A Naval Officer met us at the train station in Seattle on March 5, 1943. We ferried over to Puget Sound Naval Shipyard at Bremerton, Washington (30 to 40-minute ferry ride). We checked in at the barracks. The next morning, I met a machinist mate who had been there a couple months and he knew his way around. He was assigned to the same ship. He took me down to the office to get a pass for permission to go aboard the USS Halford DD-480 so that we could learn about the ship. We had never been on a ship before. So each day we would go down to the ship and try to learn more. Each day we would look at a different part of the ship. The welders and ship-fitters were working hard to finish the ship.

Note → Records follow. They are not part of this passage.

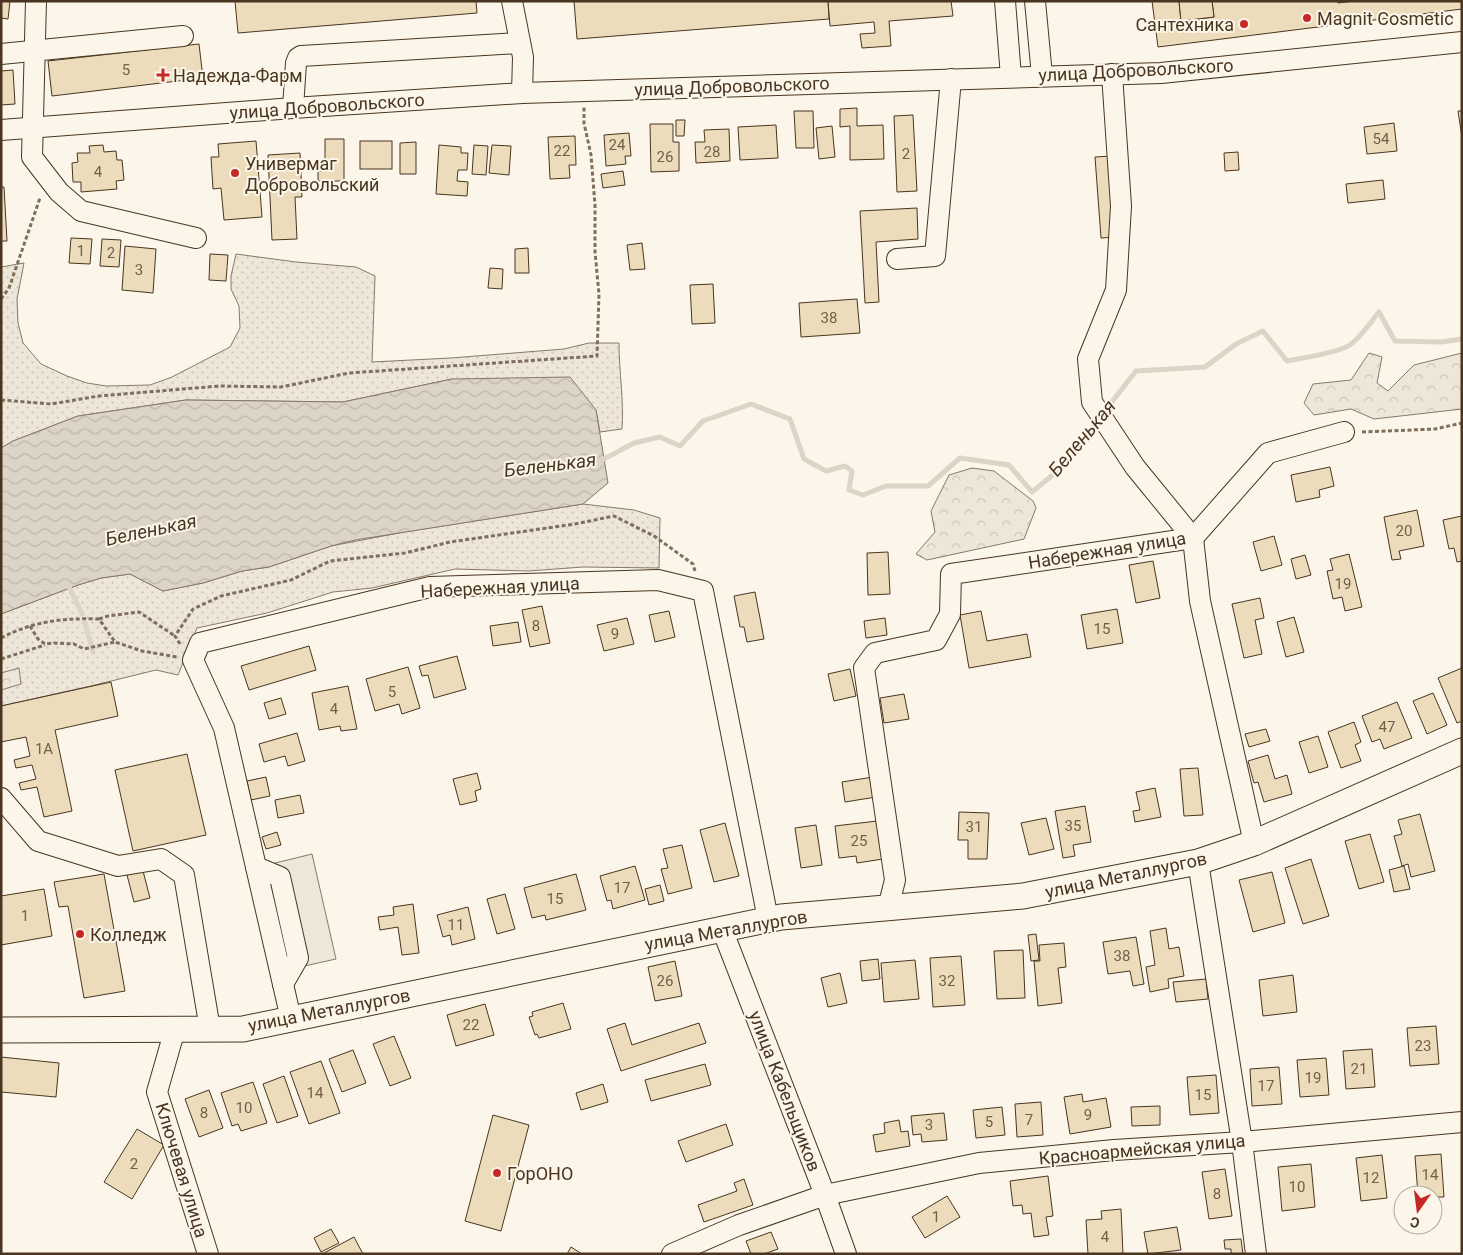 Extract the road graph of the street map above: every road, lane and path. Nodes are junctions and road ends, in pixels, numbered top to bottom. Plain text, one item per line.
1 (36, 1) edge
2 (512, 1) edge
3 (1005, 1) edge
4 (1035, 1) edge
5 (183, 36) dead end
6 (1462, 42) edge
7 (520, 43) junction
8 (35, 51) junction
9 (1, 54) edge
10 (1112, 74) junction
11 (1042, 76) junction
12 (1011, 77) junction
13 (951, 79) junction
14 (584, 91) junction
15 (522, 93) junction
16 (293, 108) junction
17 (33, 127) junction
18 (1, 130) edge
19 (48, 178) junction
20 (196, 238) dead end
21 (897, 259) dead end
22 (1, 299) edge
23 (1, 400) edge
24 (1462, 423) edge
25 (1344, 432) joint
26 (1193, 538) junction
27 (703, 591) junction
28 (99, 619) junction
29 (30, 626) junction
30 (175, 636) junction
31 (1, 638) edge
32 (115, 642) junction
33 (45, 644) junction
34 (1, 659) edge
35 (193, 660) junction
36 (1462, 751) edge
37 (1, 798) edge
38 (1254, 843) junction
39 (1198, 862) junction
40 (888, 908) junction
41 (768, 919) junction
42 (722, 929) junction
43 (291, 1019) junction
44 (175, 1029) junction
45 (210, 1029) junction
46 (1, 1030) edge
47 (1462, 1122) edge
48 (1242, 1142) junction
49 (826, 1195) junction
50 (208, 1254) edge
51 (672, 1254) edge
52 (846, 1254) edge
53 (1256, 1254) edge

1 - 8 street
2 - 7 street
3 - 12 street
4 - 11 street
5 - 8 street
6 - 10 street, улица Добровольского
7 - 15 street
7 - 16 street
8 - 9 street
8 - 17 street
10 - 11 street, улица Добровольского
10 - 26 street
11 - 12 street, улица Добровольского
12 - 13 street, улица Добровольского
13 - 14 street, улица Добровольского
13 - 21 street
14 - 15 street, улица Добровольского
14 - 23 path
15 - 16 street, улица Добровольского
16 - 17 street, улица Добровольского
17 - 18 street, улица Добровольского
17 - 19 street
19 - 20 street
19 - 22 path
24 - 25 path
25 - 26 street, Набережная улица
26 - 38 street
26 - 40 street, Набережная улица
27 - 30 path
27 - 35 street, Набережная улица
27 - 41 street
28 - 29 path
28 - 30 path
28 - 32 path
29 - 31 path
29 - 33 path
30 - 35 path
32 - 33 path
32 - 35 path
33 - 34 path
35 - 43 street
36 - 38 main road, улица Металлургов
37 - 45 street
38 - 39 main road, улица Металлургов
39 - 40 main road, улица Металлургов
39 - 48 street
40 - 41 main road, улица Металлургов
41 - 42 main road, улица Металлургов
42 - 43 main road, улица Металлургов
42 - 49 street, улица Кабельщиков
43 - 45 main road, улица Металлургов
44 - 45 main road, улица Металлургов
44 - 46 main road, улица Металлургов
44 - 50 street, Ключевая улица
47 - 48 street, Красноармейская улица
48 - 49 street, Красноармейская улица
48 - 53 street
49 - 51 street, Красноармейская улица
49 - 52 street, улица Кабельщиков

USS Halford DD-480 with Vought OS2U Kingfisher catapult-launched observation floatplane
USS Halford DD-480 with Vought OS2U Kingfisher catapult-launched observation floatplane

We learned the following:

  • There were 2 engine rooms – each room with a 50,000 HP power steam engine and 450 KW AC 3 phase 440 volt generator to supply electricity for the ship. 440 volts was stepped down to 120 volts for lighting.
  • There was an emergency room with a diesel engine with a 1000 KW generator for emergency power.
  • There were 2 boiler rooms – each had two oil-fired boilers that produced 600 PSI of superheated steam to power the ship’s two 50,000 HP steam engines.
  • There the I.C. room where the fire control computer was to control the 5-inch guns when on automatic. They had a fire control director on top of the bridge where two people sat. One controlled the elevation and one controlled the deflection. And when the guns were on automatic, this would feed into the computer for automatic aiming to direct the 5-inch guns for their targets.
  • Also in the I.C. was the PA for the ship.
  • Also in the I.C. was the gyro compass which let the Quartermaster(helmsman) steering the ship know where the ship was at to that he could set the ship’s course. There were two MG sets that powered the rotors on the compass (one to run and the other for backup).
  • Also in the I.C. was a control panel with switches to supply power to all the devices in the room.
  • The gyro compass feeds ship’s speed into the fire control computer and it also feeds into a dead reckoning which plots the position of the ship.
  • Bendix Underwater Log determined the ship’s speed by water pressure. There was a sword that was located near the front of the ship and stuck about 3 feet. It had a small hole in the front and a small hole in the back. The front hole measured the water pressure from the ship moving forward. The back hole recorded the static pressure of the water. One pressure sensor was connected to the front hole and another pressure sensor was connected to the back. The balance between the two pressure sensors determined the ship’s speed.
  • Both fed data into the speed indicator on the bridge, the fire control computer, the gyro compass, and the dead reckoning.
  • There was a Radar Room with the controls for the radar (above water to locate other ships).
  • There was a Sound Gear where a ping was sent to detect ships under water.
  • There was a Steering Gear Room where you could manually steer the ship if the automatic system is not working on the Bridge. The Steering Gear Room had a selector switch for automatic or manual.
  • There was a Control Room for the Anchor Windlass which controlled the motors that lift the two anchors (one on each side). The anchors could also be controlled from the Bridge.
  • There was a Bridge for steering the ship.
  • There was a mess hall with a walk-in freezer room, officers mess hall, a galley, a storage room for supplies, a sick bay, a supply officer room, a laundry room, an evaporator (to evaporate sea water into fresh water, sleeping quarters for enlisted men (two in the rear and one in the front) and officers’ quarters, and three heads (one for the captain, one for the officers, and one for the rest of the crew. The head for the rest of the crew had four stalls with seats and two showers.
  • There were also four 20 mm guns, one twin 40 mm anti-aircraft gun, four 5 inch guns, 250 lb. depth charges (air guns to shoot them out) and 500 lb. depth charges (rolled off the back of the ship).
  • There was a Vought OS2U Kingfisher scout floatplane with its catapult. But a 5-inch gun, the after torpedo mount with five torpedo tubes, and the 20 mm mounts on the fantail were sacrificed to put the seaplane and catapult on.
Vought OS2U Kingfisher catapult-launched observation floatplane
Vought OS2U Kingfisher catapult-launched observation floatplane

The education I received in exploring and learning as the USS Halford DD-480 was being built was very valuable to my service as Electrician’s Mate in World War II.

Note: The above is the best that I can recollect/remember.